Which lines of the records contain the word "Tyndall"? Copy each one.

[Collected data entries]
======

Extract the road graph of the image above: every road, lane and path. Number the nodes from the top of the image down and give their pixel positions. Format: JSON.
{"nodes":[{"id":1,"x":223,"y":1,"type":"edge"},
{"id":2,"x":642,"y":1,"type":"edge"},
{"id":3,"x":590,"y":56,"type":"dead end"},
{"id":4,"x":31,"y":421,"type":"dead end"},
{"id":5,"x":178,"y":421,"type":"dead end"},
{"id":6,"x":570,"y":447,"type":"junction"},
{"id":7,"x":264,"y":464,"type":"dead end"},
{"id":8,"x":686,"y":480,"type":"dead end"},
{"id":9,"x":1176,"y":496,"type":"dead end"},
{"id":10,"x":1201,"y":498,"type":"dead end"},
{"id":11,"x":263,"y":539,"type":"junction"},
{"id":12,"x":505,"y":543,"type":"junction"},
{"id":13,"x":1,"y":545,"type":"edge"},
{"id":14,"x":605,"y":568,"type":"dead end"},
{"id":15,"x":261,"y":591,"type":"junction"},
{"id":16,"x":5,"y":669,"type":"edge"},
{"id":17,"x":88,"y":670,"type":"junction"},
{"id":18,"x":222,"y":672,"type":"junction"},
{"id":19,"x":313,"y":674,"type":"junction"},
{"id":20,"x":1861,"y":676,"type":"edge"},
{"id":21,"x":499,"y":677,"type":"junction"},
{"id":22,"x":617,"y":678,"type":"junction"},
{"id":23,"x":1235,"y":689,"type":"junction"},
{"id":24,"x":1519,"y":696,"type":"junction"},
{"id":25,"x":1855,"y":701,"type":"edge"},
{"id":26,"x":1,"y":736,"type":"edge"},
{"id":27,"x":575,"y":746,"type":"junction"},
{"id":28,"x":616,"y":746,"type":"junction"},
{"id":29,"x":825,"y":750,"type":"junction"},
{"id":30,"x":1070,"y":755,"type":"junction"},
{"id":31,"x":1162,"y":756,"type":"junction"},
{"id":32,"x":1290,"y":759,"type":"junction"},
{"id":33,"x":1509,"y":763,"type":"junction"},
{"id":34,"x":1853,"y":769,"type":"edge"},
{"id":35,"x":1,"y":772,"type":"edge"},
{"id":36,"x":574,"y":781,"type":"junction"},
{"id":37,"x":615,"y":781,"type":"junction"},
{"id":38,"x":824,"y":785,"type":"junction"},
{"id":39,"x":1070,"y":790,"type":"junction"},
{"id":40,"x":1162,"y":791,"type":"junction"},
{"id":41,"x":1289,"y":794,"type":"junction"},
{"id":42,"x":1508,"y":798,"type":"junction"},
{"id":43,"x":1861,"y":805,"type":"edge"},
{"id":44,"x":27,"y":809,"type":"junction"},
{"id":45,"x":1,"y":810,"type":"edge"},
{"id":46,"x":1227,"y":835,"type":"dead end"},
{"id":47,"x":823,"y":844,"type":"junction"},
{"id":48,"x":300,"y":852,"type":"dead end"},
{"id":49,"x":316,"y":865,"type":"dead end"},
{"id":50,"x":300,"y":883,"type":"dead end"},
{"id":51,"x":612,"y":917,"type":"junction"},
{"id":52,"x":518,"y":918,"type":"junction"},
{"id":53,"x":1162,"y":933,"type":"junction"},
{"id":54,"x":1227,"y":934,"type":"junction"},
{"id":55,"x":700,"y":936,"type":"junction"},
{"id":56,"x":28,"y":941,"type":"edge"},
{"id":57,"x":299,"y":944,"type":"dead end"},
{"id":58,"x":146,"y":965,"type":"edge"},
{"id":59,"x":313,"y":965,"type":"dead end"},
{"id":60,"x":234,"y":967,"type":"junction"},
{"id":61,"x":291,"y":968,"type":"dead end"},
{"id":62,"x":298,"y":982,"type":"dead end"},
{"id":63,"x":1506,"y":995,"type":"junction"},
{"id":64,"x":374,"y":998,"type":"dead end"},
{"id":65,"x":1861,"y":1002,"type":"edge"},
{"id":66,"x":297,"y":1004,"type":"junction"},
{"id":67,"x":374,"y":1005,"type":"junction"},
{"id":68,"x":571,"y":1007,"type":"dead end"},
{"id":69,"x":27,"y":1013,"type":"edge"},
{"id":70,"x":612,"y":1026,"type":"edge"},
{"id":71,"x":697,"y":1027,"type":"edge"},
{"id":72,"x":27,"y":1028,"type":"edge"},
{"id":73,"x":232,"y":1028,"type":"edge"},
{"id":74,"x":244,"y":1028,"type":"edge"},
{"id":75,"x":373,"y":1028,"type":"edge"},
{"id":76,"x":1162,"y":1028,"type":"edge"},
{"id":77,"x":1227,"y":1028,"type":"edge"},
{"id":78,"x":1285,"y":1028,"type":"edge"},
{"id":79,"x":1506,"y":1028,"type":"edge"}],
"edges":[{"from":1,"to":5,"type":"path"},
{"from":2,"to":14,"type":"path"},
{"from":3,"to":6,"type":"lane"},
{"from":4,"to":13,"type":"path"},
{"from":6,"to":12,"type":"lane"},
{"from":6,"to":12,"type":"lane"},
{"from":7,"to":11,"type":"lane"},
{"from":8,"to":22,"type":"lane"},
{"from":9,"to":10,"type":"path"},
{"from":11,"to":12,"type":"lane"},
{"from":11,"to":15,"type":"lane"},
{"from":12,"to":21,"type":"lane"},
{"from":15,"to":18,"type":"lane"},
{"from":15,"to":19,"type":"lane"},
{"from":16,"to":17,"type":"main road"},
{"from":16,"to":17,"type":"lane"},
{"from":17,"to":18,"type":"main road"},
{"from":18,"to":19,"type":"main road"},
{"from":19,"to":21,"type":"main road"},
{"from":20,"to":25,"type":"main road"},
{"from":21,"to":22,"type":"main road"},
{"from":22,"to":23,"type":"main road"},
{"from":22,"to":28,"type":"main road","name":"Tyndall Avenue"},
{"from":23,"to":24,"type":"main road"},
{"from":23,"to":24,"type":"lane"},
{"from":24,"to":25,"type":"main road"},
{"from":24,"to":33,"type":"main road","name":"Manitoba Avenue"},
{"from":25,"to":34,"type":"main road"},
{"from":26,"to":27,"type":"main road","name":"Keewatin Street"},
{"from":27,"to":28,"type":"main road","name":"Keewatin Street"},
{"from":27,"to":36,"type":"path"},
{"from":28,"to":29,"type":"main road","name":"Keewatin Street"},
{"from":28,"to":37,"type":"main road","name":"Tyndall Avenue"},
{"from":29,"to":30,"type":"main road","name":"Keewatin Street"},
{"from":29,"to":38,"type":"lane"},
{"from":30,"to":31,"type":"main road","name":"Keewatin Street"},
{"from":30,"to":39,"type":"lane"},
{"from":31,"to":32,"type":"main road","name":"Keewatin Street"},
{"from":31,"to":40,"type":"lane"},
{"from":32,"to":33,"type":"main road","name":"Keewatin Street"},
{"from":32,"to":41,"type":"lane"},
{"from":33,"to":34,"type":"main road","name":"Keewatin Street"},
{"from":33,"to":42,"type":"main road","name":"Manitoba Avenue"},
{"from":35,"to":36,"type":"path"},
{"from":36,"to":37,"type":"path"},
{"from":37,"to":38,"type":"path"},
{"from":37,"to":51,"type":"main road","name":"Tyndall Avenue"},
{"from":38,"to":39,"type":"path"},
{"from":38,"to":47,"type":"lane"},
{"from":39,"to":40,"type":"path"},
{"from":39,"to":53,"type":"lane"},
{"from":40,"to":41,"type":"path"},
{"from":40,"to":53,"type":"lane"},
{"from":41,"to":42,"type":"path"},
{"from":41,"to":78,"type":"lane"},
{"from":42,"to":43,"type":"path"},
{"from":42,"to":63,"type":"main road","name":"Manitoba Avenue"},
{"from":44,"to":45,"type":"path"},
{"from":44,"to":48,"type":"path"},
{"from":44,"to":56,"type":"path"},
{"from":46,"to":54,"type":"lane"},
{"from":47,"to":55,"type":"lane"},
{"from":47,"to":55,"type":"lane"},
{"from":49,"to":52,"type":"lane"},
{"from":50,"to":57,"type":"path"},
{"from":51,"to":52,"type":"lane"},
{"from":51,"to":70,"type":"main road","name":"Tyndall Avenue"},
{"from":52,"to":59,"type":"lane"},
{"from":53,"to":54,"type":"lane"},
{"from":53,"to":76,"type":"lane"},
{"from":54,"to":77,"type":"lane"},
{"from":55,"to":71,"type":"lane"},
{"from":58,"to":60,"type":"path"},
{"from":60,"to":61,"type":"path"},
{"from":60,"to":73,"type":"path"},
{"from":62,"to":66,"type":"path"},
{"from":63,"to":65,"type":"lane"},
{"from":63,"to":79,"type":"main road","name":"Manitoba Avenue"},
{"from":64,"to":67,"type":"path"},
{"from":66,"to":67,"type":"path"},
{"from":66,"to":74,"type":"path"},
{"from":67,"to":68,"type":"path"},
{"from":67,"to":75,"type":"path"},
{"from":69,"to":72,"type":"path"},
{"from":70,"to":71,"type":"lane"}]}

======

■ ANSWER FOR THIS EXERCISE:
{"from":22,"to":28,"type":"main road","name":"Tyndall Avenue"},
{"from":28,"to":37,"type":"main road","name":"Tyndall Avenue"},
{"from":37,"to":51,"type":"main road","name":"Tyndall Avenue"},
{"from":51,"to":70,"type":"main road","name":"Tyndall Avenue"},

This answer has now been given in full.